==== Data under study ====
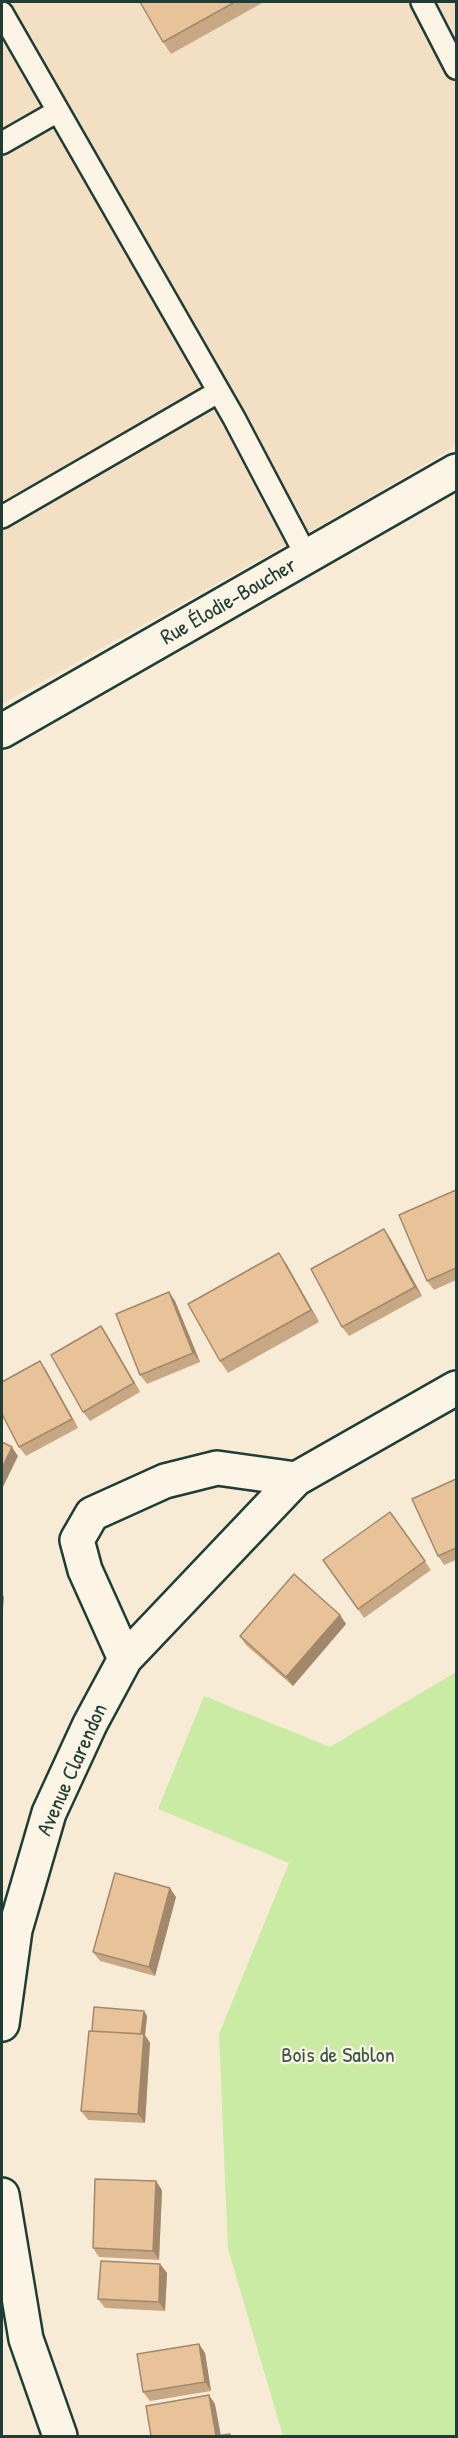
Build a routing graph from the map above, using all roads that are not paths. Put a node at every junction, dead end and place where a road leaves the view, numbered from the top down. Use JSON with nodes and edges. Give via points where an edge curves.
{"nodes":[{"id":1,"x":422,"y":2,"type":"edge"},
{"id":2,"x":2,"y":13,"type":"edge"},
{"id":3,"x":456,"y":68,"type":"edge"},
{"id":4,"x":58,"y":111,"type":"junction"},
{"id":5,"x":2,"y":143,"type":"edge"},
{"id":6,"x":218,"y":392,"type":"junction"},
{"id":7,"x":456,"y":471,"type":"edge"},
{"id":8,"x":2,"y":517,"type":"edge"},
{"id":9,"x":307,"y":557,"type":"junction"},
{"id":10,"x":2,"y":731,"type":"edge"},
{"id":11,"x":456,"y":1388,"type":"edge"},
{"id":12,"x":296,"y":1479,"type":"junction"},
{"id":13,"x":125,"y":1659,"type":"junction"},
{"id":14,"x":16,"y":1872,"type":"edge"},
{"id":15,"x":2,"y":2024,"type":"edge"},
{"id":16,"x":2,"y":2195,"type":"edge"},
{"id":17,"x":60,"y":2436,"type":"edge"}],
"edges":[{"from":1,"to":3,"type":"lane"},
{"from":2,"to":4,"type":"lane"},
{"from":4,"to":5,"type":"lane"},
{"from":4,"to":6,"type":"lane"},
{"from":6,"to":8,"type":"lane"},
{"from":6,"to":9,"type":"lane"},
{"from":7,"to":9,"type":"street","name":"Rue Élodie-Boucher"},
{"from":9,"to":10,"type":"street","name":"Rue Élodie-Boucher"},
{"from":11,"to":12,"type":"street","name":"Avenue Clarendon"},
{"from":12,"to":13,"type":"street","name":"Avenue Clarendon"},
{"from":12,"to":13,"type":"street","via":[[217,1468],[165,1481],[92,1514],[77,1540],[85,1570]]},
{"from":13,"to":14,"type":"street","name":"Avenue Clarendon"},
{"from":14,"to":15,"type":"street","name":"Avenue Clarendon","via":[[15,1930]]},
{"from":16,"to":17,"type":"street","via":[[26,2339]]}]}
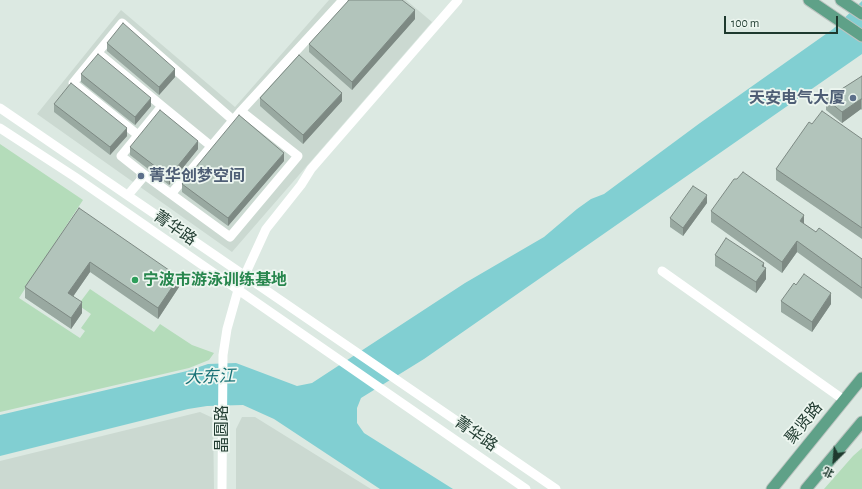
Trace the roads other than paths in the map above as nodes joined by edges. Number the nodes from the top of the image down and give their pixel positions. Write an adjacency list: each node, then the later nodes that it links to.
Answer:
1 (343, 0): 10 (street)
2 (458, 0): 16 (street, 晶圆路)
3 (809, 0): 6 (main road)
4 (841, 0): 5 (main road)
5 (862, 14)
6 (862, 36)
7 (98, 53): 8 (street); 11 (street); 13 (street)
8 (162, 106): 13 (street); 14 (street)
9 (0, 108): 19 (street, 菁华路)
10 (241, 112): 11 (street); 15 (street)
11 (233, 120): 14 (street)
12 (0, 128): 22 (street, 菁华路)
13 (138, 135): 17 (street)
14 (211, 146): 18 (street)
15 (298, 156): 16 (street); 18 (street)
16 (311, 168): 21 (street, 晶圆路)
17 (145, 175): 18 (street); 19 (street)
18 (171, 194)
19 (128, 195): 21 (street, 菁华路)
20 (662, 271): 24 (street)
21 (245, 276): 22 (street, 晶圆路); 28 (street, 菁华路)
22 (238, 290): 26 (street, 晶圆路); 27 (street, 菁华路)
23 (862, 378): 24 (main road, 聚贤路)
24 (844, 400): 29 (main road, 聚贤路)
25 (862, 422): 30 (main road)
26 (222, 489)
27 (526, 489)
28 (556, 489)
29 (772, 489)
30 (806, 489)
====
- _Work instructions_
Could you repeat the listing above exactly, omitting its pictures?

- _Result_
Build a routing graph from the map above, using all roads that are not paths. Put a node at every junction, dead end and place where a road leaves the view, numbered from the top down. Use JSON with nodes and edges. Give via points where an edge curves.
{"nodes":[{"id":1,"x":422,"y":2,"type":"edge"},
{"id":2,"x":2,"y":13,"type":"edge"},
{"id":3,"x":456,"y":68,"type":"edge"},
{"id":4,"x":58,"y":111,"type":"junction"},
{"id":5,"x":2,"y":143,"type":"edge"},
{"id":6,"x":218,"y":392,"type":"junction"},
{"id":7,"x":456,"y":471,"type":"edge"},
{"id":8,"x":2,"y":517,"type":"edge"},
{"id":9,"x":307,"y":557,"type":"junction"},
{"id":10,"x":2,"y":731,"type":"edge"},
{"id":11,"x":456,"y":1388,"type":"edge"},
{"id":12,"x":296,"y":1479,"type":"junction"},
{"id":13,"x":125,"y":1659,"type":"junction"},
{"id":14,"x":16,"y":1872,"type":"edge"},
{"id":15,"x":2,"y":2024,"type":"edge"},
{"id":16,"x":2,"y":2195,"type":"edge"},
{"id":17,"x":60,"y":2436,"type":"edge"}],
"edges":[{"from":1,"to":3,"type":"lane"},
{"from":2,"to":4,"type":"lane"},
{"from":4,"to":5,"type":"lane"},
{"from":4,"to":6,"type":"lane"},
{"from":6,"to":8,"type":"lane"},
{"from":6,"to":9,"type":"lane"},
{"from":7,"to":9,"type":"street","name":"Rue Élodie-Boucher"},
{"from":9,"to":10,"type":"street","name":"Rue Élodie-Boucher"},
{"from":11,"to":12,"type":"street","name":"Avenue Clarendon"},
{"from":12,"to":13,"type":"street","name":"Avenue Clarendon"},
{"from":12,"to":13,"type":"street","via":[[217,1468],[165,1481],[92,1514],[77,1540],[85,1570]]},
{"from":13,"to":14,"type":"street","name":"Avenue Clarendon"},
{"from":14,"to":15,"type":"street","name":"Avenue Clarendon","via":[[15,1930]]},
{"from":16,"to":17,"type":"street","via":[[26,2339]]}]}
Trace the roads other than paths in the map above as nodes joined by edges. Number the nodes from the top of the image down and give their pixel positions. Write an adjacency list: each node, then the later nodes that it links to.
Answer:
1 (343, 0): 10 (street)
2 (458, 0): 16 (street, 晶圆路)
3 (809, 0): 6 (main road)
4 (841, 0): 5 (main road)
5 (862, 14)
6 (862, 36)
7 (98, 53): 8 (street); 11 (street); 13 (street)
8 (162, 106): 13 (street); 14 (street)
9 (0, 108): 19 (street, 菁华路)
10 (241, 112): 11 (street); 15 (street)
11 (233, 120): 14 (street)
12 (0, 128): 22 (street, 菁华路)
13 (138, 135): 17 (street)
14 (211, 146): 18 (street)
15 (298, 156): 16 (street); 18 (street)
16 (311, 168): 21 (street, 晶圆路)
17 (145, 175): 18 (street); 19 (street)
18 (171, 194)
19 (128, 195): 21 (street, 菁华路)
20 (662, 271): 24 (street)
21 (245, 276): 22 (street, 晶圆路); 28 (street, 菁华路)
22 (238, 290): 26 (street, 晶圆路); 27 (street, 菁华路)
23 (862, 378): 24 (main road, 聚贤路)
24 (844, 400): 29 (main road, 聚贤路)
25 (862, 422): 30 (main road)
26 (222, 489)
27 (526, 489)
28 (556, 489)
29 (772, 489)
30 (806, 489)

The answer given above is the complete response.